Stored data:
————————
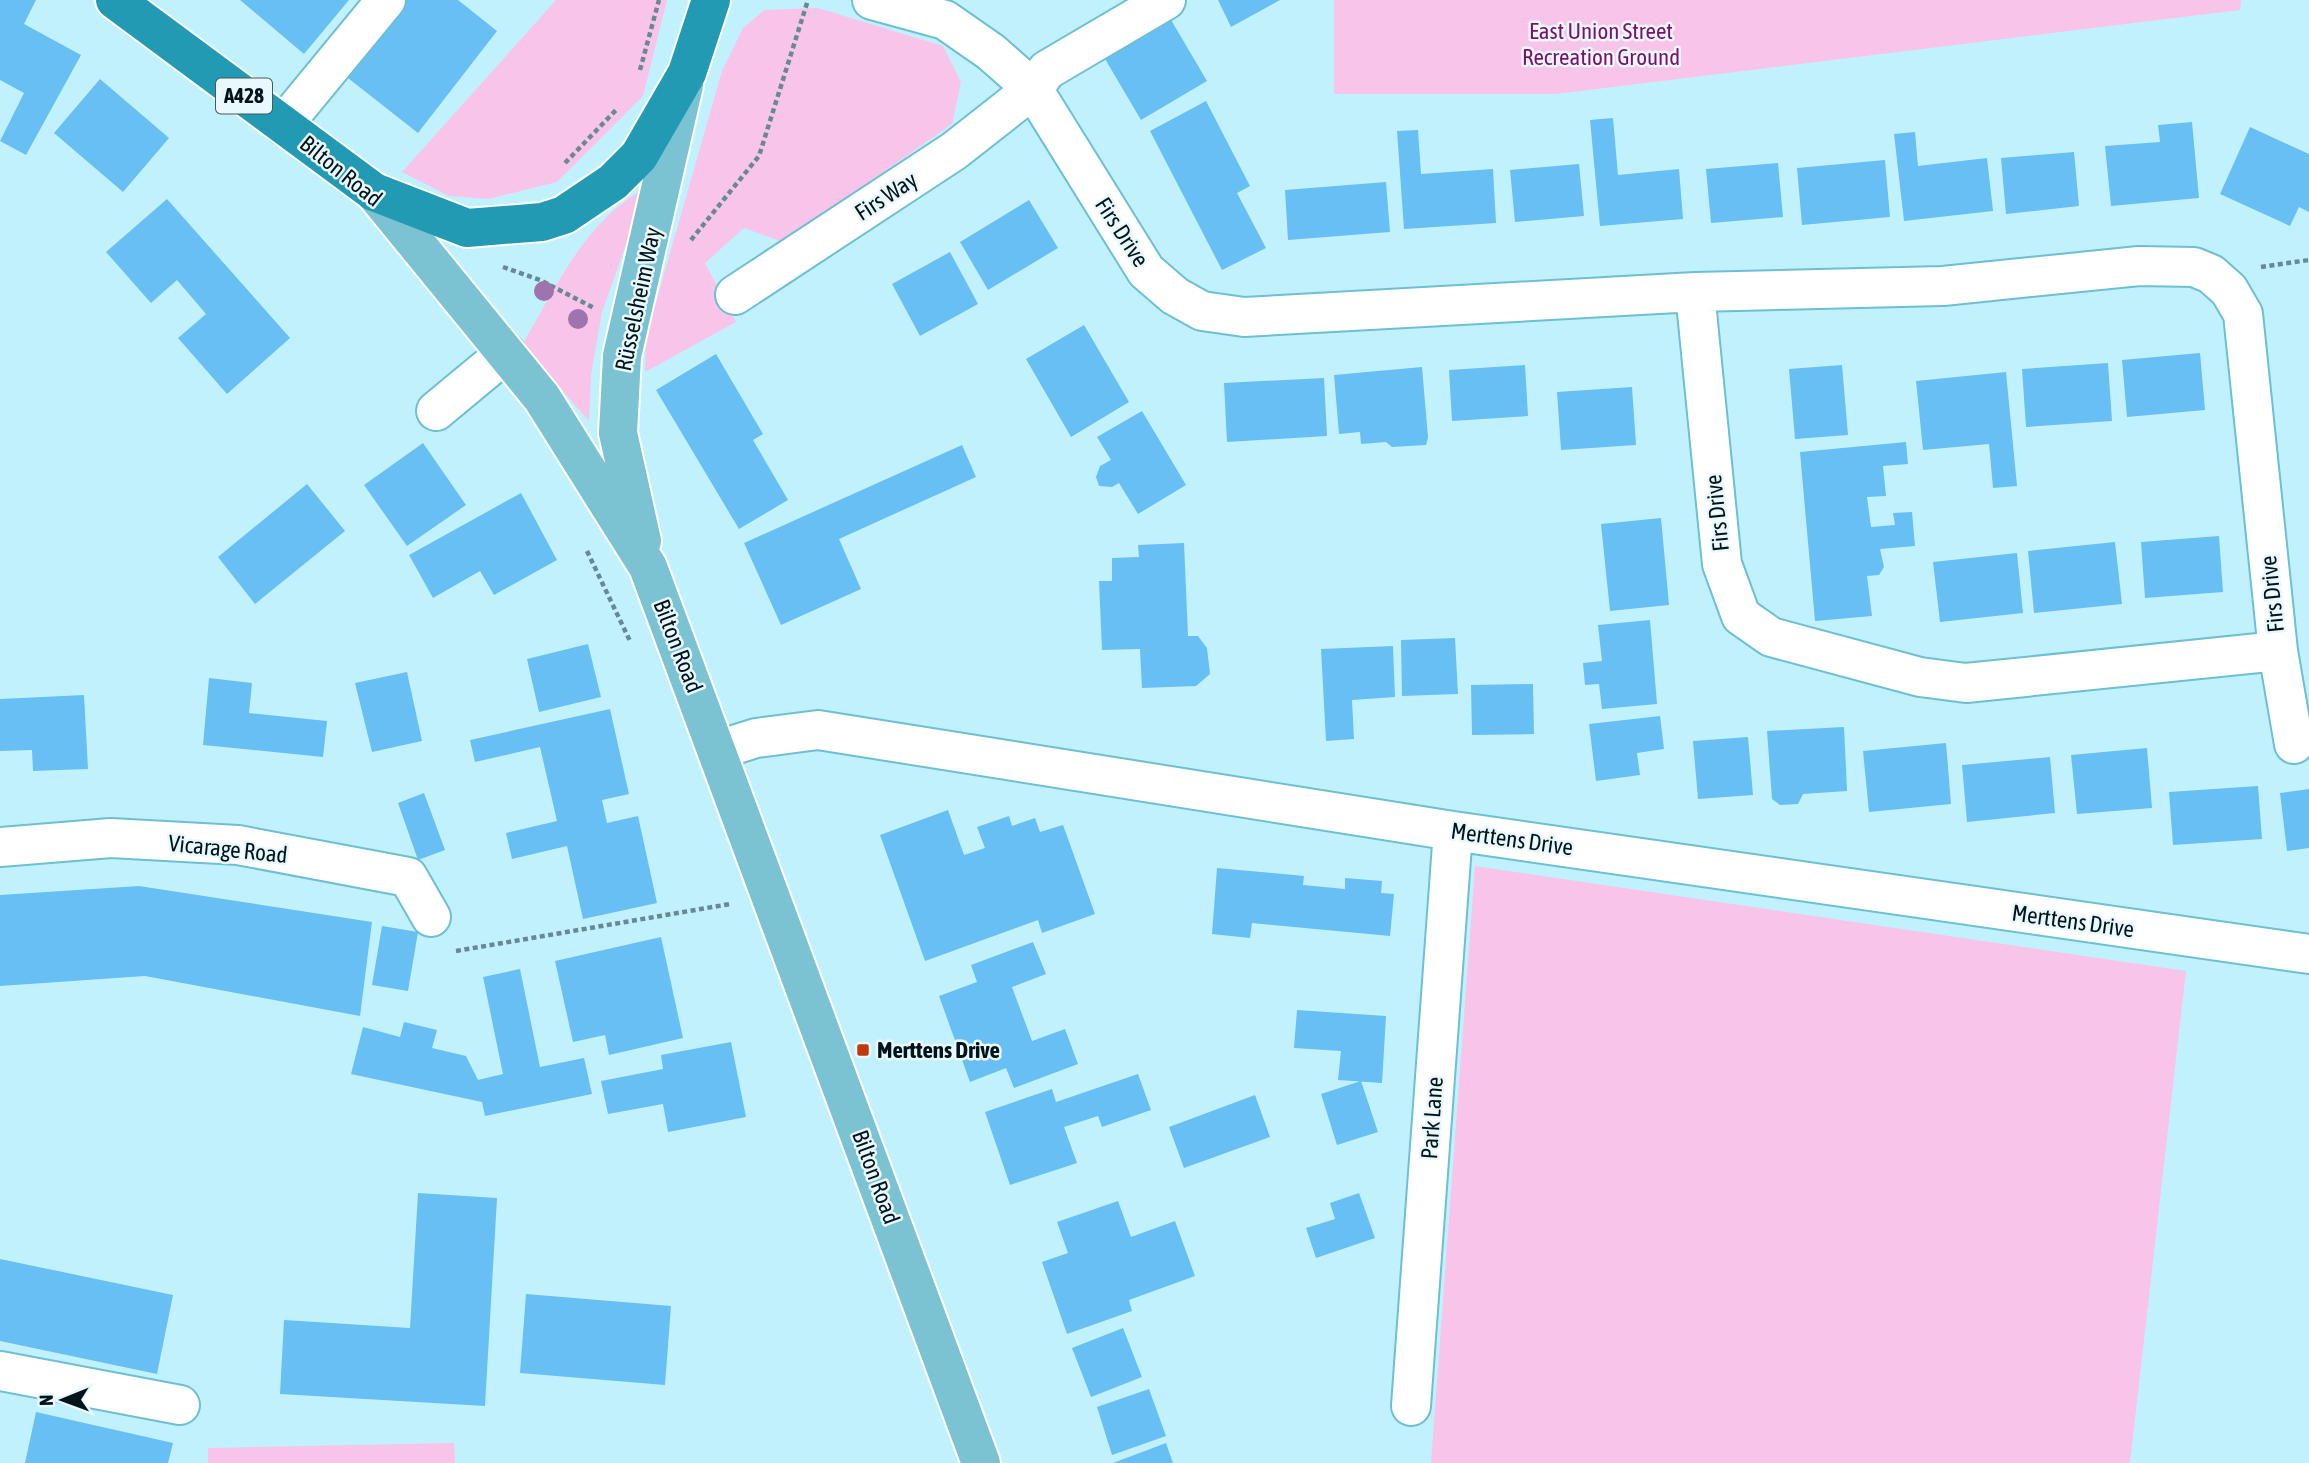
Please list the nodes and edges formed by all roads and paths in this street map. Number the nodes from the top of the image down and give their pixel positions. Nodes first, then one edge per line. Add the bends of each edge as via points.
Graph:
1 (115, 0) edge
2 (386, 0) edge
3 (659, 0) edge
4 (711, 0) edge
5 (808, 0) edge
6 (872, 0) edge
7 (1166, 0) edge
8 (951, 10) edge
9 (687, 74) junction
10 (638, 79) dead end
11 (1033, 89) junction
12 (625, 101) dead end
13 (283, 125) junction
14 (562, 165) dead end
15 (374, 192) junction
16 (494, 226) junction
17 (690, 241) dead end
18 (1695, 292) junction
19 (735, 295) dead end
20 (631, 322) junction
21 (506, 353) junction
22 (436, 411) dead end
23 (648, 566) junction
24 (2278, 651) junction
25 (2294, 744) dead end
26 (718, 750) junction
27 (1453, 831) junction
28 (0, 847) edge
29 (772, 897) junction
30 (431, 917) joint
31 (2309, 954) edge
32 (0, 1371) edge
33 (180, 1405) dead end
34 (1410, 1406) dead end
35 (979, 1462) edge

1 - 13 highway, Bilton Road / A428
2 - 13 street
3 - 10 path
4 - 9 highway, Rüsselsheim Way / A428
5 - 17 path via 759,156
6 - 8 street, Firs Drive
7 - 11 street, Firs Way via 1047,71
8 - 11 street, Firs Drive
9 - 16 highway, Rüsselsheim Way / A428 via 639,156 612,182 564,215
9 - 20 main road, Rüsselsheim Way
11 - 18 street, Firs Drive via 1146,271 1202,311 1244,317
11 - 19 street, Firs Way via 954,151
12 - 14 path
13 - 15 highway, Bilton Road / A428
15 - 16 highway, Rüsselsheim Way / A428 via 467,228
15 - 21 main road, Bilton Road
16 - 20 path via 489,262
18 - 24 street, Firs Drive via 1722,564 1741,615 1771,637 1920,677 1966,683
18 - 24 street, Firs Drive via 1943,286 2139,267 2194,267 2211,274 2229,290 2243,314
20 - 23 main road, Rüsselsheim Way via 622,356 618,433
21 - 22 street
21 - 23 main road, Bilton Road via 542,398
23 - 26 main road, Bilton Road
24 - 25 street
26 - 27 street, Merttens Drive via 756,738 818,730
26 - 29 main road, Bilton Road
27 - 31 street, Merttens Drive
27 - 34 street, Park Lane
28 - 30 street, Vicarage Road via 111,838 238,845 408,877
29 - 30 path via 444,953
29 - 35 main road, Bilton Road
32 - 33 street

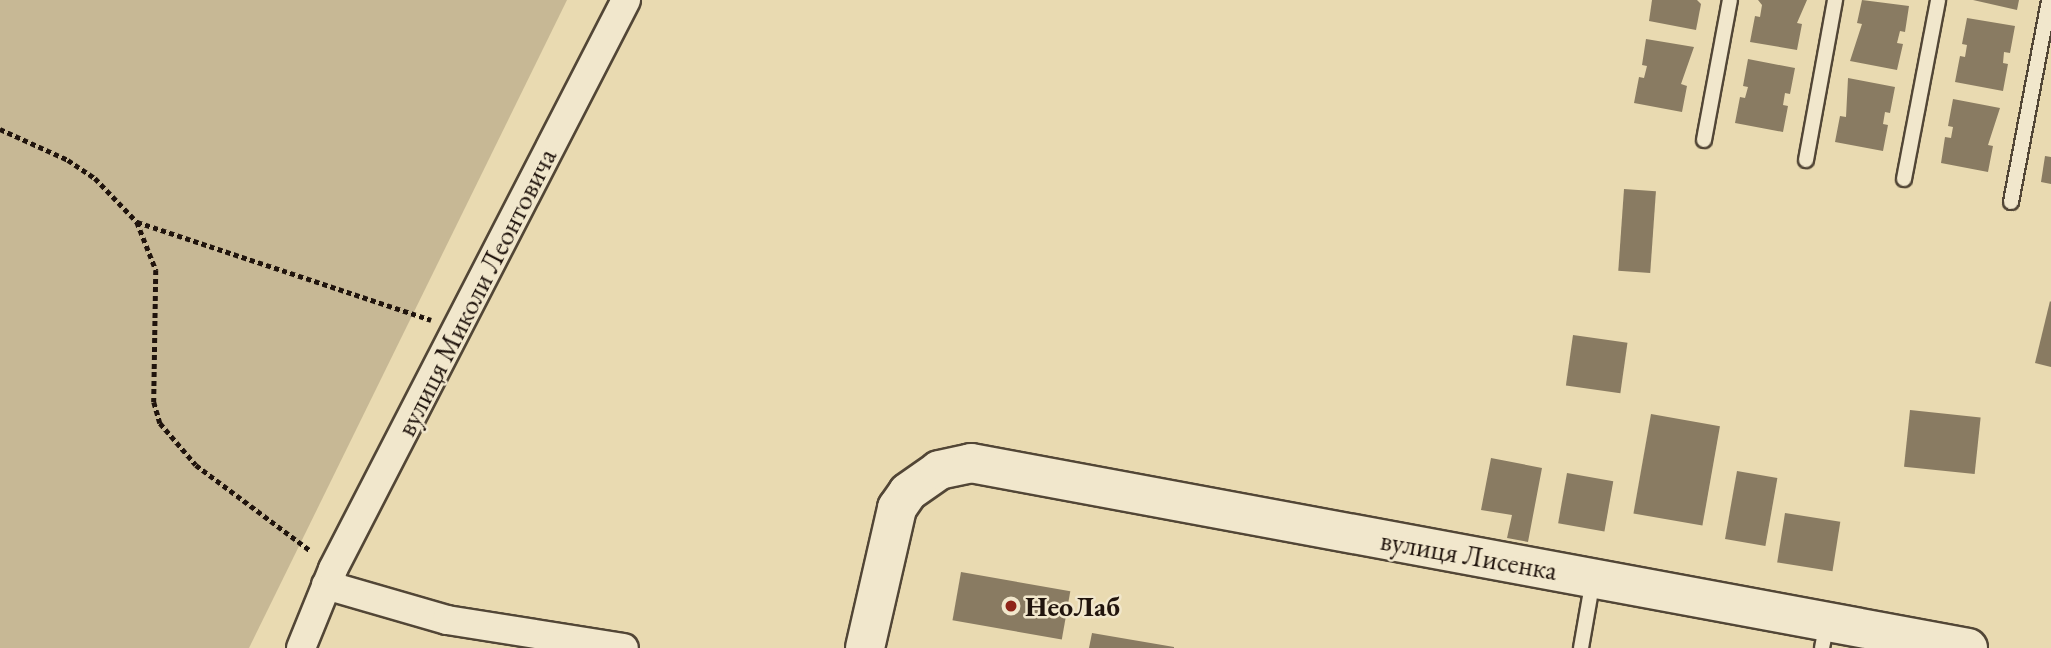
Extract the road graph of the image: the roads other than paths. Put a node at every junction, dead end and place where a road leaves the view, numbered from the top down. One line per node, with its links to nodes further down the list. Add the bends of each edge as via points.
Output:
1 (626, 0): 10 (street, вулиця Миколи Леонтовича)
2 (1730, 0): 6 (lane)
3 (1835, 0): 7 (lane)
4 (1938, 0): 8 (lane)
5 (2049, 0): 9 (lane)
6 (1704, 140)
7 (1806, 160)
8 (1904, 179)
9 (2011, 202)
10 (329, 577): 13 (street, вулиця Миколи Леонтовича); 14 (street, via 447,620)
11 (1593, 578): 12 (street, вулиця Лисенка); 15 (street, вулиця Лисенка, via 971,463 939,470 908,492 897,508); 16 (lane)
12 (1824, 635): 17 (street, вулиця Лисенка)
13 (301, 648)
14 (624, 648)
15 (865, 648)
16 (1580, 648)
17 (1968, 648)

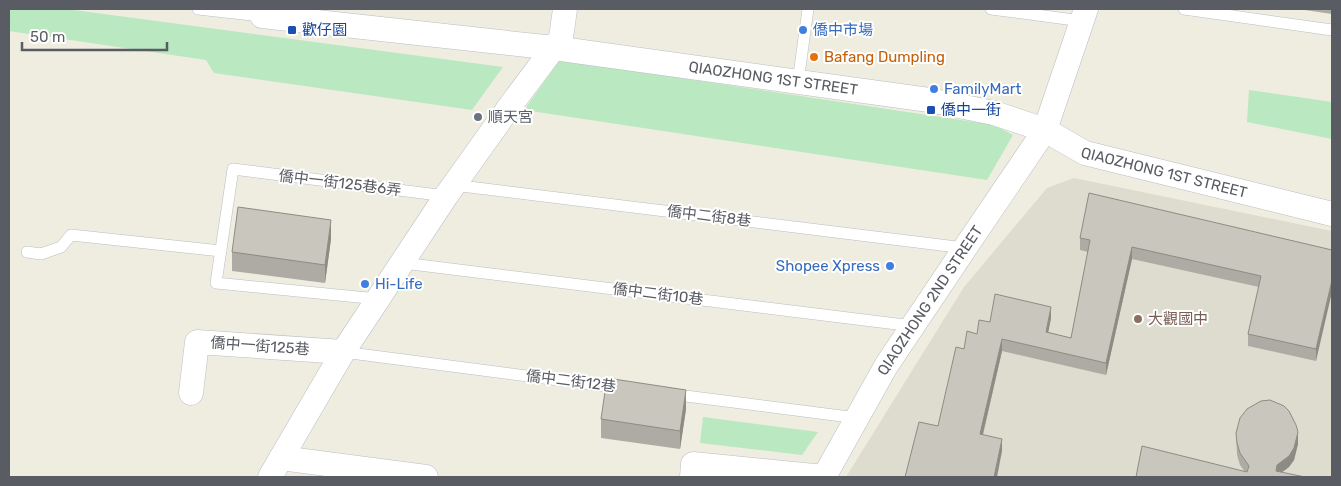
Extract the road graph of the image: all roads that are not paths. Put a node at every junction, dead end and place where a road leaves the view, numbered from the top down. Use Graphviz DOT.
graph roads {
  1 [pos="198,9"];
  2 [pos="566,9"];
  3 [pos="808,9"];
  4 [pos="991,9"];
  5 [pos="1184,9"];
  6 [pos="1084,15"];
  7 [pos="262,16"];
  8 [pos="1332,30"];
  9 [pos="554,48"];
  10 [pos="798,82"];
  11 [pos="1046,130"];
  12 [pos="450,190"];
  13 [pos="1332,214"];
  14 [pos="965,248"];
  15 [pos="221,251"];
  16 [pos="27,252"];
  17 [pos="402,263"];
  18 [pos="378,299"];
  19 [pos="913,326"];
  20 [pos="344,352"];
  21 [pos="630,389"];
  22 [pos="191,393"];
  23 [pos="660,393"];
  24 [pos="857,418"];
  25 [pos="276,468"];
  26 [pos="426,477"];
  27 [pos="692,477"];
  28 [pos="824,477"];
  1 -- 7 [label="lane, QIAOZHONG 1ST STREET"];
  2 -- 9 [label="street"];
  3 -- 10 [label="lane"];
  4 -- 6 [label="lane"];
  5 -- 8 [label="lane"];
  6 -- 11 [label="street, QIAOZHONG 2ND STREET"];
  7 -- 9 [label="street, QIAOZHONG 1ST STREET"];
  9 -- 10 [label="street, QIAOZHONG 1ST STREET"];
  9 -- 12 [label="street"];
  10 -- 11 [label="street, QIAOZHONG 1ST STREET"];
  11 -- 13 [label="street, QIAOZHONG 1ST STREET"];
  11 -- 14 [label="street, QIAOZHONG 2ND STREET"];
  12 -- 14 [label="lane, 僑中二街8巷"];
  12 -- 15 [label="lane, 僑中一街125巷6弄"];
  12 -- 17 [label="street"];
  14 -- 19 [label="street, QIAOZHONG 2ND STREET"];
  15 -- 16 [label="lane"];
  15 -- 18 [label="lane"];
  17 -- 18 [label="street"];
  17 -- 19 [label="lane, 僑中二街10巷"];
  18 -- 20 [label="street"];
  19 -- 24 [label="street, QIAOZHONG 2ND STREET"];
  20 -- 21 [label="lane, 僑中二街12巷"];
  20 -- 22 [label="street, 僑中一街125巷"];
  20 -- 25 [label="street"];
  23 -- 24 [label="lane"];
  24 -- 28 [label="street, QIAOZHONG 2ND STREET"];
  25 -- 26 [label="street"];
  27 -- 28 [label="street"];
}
————————
▶ [THE TASK] For the records above, state the number of lines that contain "Drive", and provide nothing further.

▶ [PROBLEM SOLUTION] 7